Nineteenth century English Anglo-Catholics lobbied against clerical subscription to the Articles of Religion. They described the Articles as burdensome and onerous to “true Churchmen,” comparing the Articles with the number of lashes the apostle Paul received the five times  that he was scourged by the Jews—“forty stripes less one” (2 Corinthians 11:24).They systematically went through the Book of Common Prayer and identified every word, phrase, and text to which they could give a “Catholic sense,” interpreting the Prayer Book without regard to its historical context and the intent of its authors and the received understanding of the meaning of words, phrases, and texts. They then demanded that the Prayer Book should be recognized as the Church of England’s only standard of doctrine and worship.

Twentieth century American Anglo-Catholics tried unsuccessfully to have the Articles of Religion removed from the back of the American Prayer Book in the 1920s. They joined forces with the Episcopal Church’s Broad Church wing to adopt the retrograde 1928 Prayer Book, which made a number of radical changes in the American Prayer Book and was itself a repudiation of the doctrinal principles of the Articles. They were successful in having the Articles relegated to a historical documents section in the 1979 Prayer Book.

More recently Anglo-Catholics in the Anglican Church in North America were largely responsible for the language of equivocation that the denomination’s fundamental declarations adopt in regard to the Articles of Religion. Anglo-Catholics in the provisional Provincial Council would block revision of the fundamental declarations that might have resulted in clearer language.

The statement’s claim that there is no church without bishops is reminiscent of the position American Anglo-Catholics took in the nineteenth century, arguing that that bishops were of the essence of the Church, its esse. They unchurched evangelical Christians whose denominations did not have bishops, viewing their churches as religious societies at best, and their ministers as laymen. They insisted that denominations should not only have bishops but also have bishops in a particular line of succession in order to be regarded as being a part of the true Church and having valid orders and sacraments. They enacted a canon in the Episcopal Church prohibiting evangelical Episcopal clergy from fraternizing with evangelical clergy of other denominations, preaching in their churches, and attending their gatherings and receiving the sacrament of Holy Communion at these gatherings. This position is reflected in the fundamental declarations of the Anglican Church in North America, which maintains that the episcopate is a part of the apostolic deposit.

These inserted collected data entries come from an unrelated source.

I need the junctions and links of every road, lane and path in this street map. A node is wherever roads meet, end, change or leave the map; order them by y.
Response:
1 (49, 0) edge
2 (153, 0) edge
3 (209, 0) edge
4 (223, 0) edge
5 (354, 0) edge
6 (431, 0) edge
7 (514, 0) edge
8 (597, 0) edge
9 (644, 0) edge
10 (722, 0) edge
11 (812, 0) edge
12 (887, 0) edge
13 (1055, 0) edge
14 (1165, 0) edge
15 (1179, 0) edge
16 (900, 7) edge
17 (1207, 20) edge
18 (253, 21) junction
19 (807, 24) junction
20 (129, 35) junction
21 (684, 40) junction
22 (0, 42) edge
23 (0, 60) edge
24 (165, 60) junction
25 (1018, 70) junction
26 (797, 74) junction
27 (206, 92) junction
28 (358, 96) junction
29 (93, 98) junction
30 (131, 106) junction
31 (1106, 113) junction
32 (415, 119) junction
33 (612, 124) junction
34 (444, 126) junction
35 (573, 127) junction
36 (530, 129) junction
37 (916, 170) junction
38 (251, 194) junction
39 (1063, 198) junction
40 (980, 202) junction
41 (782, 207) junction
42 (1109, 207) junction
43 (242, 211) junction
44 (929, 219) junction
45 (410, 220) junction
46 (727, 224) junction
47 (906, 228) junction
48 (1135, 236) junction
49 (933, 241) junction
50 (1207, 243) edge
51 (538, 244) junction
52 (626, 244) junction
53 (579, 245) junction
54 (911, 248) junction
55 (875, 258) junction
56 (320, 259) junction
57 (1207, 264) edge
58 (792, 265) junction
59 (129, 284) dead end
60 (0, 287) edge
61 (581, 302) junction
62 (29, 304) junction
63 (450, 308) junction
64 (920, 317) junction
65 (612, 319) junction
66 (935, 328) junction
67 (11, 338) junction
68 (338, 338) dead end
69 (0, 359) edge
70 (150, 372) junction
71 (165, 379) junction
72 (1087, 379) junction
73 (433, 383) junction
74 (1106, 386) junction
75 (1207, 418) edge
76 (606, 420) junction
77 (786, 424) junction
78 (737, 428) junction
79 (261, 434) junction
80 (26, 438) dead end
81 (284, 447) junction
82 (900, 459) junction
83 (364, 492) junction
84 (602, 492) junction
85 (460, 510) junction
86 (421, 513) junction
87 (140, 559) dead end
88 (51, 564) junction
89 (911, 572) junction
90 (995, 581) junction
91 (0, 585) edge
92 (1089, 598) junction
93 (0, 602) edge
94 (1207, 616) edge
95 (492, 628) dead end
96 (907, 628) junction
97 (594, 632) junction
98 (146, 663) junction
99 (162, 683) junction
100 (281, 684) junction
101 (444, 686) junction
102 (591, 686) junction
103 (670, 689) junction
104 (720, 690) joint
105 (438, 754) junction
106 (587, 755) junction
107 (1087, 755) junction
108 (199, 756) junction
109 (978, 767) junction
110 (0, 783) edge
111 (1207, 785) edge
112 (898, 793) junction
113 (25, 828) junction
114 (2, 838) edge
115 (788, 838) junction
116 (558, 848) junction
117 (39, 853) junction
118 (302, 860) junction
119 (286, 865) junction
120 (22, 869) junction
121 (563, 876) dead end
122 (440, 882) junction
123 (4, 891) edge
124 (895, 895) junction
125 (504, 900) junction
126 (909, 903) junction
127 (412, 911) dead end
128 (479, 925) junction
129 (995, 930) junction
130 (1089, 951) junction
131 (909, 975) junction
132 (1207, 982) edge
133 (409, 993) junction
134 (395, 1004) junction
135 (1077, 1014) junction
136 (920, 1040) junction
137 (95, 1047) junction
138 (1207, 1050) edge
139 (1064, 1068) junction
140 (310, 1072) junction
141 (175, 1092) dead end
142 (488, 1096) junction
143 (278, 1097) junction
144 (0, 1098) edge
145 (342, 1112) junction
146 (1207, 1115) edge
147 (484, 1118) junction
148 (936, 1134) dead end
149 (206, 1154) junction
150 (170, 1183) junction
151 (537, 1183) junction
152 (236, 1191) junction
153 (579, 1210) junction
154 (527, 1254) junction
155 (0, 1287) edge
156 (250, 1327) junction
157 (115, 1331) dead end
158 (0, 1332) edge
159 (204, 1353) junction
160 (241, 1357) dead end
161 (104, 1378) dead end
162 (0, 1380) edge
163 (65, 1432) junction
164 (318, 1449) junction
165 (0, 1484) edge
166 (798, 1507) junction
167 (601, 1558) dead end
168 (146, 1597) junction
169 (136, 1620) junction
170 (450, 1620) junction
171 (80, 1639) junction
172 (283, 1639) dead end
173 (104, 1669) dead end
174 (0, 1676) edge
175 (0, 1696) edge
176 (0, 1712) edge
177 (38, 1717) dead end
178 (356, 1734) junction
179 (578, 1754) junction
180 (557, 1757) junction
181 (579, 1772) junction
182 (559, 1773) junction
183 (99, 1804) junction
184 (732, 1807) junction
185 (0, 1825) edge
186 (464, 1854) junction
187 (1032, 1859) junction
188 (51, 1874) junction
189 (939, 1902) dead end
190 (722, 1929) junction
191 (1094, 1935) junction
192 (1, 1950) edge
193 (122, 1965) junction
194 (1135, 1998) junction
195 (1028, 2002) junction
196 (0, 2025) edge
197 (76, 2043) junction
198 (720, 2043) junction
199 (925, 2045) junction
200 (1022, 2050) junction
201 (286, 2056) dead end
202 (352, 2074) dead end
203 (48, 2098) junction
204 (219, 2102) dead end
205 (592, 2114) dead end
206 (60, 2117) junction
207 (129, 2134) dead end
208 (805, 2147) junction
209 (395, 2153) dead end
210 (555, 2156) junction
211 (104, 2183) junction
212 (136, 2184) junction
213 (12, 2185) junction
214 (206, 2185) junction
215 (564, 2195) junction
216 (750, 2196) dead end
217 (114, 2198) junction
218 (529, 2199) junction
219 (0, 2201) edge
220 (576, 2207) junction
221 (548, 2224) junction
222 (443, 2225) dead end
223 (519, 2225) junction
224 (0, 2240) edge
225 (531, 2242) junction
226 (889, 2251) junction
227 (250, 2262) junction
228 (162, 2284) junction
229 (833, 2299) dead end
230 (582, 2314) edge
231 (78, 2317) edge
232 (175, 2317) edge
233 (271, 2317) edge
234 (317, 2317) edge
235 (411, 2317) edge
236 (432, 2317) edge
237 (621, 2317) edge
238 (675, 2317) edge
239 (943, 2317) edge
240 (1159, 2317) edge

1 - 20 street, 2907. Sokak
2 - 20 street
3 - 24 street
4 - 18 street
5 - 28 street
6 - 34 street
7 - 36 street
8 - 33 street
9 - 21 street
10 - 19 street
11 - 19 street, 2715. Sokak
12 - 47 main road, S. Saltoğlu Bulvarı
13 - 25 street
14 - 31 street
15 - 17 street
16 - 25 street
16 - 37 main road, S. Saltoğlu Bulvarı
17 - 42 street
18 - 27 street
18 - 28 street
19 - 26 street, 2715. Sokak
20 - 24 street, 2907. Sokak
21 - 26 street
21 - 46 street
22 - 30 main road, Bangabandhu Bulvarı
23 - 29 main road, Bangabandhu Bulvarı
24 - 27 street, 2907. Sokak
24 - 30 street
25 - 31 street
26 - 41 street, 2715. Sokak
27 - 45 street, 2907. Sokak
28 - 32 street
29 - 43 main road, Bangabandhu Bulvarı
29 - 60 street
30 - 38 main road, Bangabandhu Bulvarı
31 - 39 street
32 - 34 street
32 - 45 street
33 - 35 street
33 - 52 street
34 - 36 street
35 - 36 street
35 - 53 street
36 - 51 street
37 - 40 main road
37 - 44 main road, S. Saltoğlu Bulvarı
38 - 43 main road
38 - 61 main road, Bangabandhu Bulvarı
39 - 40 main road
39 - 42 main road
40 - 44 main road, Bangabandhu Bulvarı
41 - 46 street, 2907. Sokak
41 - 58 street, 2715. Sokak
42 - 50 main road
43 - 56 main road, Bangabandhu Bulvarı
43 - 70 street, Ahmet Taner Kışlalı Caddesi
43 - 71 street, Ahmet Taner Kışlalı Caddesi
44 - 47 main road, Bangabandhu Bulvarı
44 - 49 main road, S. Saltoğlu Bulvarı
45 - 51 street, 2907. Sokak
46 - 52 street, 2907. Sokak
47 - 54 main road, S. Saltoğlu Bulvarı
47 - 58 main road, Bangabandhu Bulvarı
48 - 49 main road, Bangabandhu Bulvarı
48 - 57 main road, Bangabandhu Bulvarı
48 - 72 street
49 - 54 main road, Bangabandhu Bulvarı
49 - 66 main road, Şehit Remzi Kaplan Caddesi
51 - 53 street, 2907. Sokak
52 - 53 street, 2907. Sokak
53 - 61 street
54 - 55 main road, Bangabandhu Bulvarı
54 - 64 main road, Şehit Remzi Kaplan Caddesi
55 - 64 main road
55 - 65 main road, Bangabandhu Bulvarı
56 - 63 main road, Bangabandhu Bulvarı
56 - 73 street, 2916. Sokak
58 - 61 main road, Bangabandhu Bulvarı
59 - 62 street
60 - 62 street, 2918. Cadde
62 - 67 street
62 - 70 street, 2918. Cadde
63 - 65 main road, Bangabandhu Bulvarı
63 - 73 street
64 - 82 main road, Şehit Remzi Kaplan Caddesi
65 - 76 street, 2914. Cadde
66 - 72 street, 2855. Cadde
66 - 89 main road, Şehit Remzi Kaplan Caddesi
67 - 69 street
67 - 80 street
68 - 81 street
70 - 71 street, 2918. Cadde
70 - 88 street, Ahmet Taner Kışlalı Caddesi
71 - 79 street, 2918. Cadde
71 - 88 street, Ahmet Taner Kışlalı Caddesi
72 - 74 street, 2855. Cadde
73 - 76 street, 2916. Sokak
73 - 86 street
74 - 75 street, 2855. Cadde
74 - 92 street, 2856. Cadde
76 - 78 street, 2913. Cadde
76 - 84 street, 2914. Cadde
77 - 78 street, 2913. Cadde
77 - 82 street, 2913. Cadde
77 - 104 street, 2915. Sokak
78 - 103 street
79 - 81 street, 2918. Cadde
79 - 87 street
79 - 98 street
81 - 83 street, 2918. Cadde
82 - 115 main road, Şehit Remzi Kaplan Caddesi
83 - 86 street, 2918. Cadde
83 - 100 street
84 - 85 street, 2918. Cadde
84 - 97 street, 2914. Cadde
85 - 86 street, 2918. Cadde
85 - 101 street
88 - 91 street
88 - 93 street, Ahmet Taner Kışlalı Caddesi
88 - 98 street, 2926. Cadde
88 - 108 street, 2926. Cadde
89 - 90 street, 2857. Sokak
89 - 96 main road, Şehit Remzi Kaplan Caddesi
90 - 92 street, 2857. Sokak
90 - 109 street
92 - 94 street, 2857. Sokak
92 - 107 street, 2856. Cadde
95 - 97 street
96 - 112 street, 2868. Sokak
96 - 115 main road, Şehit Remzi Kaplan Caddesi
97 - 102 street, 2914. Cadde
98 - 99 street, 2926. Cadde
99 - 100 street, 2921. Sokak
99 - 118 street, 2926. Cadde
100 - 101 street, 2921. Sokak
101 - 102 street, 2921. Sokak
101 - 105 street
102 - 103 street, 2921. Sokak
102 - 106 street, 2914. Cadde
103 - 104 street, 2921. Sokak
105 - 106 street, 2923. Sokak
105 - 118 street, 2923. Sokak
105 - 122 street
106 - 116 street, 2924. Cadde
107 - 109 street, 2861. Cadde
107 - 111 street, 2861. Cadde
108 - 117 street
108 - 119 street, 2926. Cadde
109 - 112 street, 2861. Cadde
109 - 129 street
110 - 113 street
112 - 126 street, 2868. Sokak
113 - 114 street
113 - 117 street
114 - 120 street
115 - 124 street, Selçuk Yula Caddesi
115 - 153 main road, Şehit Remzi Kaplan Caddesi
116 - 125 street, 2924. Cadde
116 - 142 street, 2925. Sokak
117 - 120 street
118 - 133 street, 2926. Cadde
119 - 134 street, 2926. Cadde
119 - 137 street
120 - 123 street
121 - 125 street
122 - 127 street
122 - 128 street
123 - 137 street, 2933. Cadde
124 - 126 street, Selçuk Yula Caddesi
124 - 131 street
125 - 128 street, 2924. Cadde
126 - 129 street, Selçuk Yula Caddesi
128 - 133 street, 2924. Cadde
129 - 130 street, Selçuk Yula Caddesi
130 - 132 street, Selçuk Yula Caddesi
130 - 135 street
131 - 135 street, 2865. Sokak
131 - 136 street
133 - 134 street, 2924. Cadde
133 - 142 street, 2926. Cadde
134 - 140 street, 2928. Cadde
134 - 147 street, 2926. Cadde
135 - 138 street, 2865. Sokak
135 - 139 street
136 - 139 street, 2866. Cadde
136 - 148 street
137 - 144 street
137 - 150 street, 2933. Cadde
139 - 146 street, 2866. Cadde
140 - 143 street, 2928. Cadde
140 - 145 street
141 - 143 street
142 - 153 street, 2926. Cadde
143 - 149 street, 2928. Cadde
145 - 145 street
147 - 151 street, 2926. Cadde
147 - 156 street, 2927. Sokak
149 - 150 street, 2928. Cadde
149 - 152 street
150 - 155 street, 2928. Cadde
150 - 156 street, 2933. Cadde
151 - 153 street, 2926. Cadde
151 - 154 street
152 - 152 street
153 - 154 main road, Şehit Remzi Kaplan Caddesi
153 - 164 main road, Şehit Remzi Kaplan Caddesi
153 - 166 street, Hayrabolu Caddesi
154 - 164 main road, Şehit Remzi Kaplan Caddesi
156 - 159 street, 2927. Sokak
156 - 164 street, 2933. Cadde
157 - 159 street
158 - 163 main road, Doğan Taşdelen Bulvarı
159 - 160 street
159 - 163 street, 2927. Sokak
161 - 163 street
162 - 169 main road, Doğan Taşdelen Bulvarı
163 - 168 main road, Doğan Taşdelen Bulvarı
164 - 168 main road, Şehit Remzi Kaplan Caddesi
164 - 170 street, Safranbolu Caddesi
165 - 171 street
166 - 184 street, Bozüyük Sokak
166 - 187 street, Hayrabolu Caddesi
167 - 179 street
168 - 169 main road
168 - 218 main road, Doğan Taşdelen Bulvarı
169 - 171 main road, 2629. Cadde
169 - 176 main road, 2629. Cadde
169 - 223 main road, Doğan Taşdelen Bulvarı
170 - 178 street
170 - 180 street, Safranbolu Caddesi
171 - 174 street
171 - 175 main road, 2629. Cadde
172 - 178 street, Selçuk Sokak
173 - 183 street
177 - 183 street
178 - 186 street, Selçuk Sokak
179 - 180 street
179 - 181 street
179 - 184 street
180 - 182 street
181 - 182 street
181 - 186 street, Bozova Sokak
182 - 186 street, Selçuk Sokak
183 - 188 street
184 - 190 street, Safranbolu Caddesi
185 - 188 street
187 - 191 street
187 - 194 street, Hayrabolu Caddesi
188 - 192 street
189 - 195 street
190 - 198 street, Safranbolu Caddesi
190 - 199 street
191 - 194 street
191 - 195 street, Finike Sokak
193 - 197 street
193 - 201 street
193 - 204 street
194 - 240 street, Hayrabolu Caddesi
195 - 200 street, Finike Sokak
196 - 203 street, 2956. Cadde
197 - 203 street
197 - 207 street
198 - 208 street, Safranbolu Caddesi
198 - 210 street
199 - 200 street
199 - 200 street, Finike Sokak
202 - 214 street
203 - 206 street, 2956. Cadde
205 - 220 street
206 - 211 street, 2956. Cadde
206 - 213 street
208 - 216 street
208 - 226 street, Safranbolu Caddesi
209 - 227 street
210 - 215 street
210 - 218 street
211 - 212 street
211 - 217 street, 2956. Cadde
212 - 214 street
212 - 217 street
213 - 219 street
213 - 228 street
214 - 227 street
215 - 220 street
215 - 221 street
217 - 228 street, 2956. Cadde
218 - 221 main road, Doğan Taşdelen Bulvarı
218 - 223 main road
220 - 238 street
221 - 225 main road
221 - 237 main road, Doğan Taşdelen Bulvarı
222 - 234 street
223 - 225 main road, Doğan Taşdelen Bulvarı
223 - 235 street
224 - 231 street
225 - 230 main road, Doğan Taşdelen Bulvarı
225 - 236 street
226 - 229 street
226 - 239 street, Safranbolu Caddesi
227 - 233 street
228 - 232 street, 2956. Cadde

The English Reformers found no evidence that the Holy Scriptures prescribed any particular form of church polity. They retained the office of bishop because it was an ancient and was allowed by Scripture. From their study of the Holy Scriptures they concluded that presbyters and bishops, while they performed different functions, belonged to the same order. They recognized the orders and sacraments of their Continental Reformed brethren who had conflated the offices of bishop and presbyter into the office of pastor. While the seventeenth century Caroline divines took a higher view of the office of bishop, they also recognized the orders and sacraments of the Continental Reformed Churches.

As Anglo-Catholics have in the past, the Congress characterizes the Anglo-Catholic movement as a movement of renewal, a claim that rings hollow in the light of the movement’s efforts to undo the effects of the English Reformation and negate its influence in the Anglican Church. The Reformation was in England as in other countries a spiritual renewal movement restoring the Holy Scriptures and the gospel to the Church. Anglo-Catholic notions of renewal of the Anglican Church are directly in conflict with those of the Global Anglican Future Conference which calls the Anglican Church back to the Holy Scriptures and its historic formularies.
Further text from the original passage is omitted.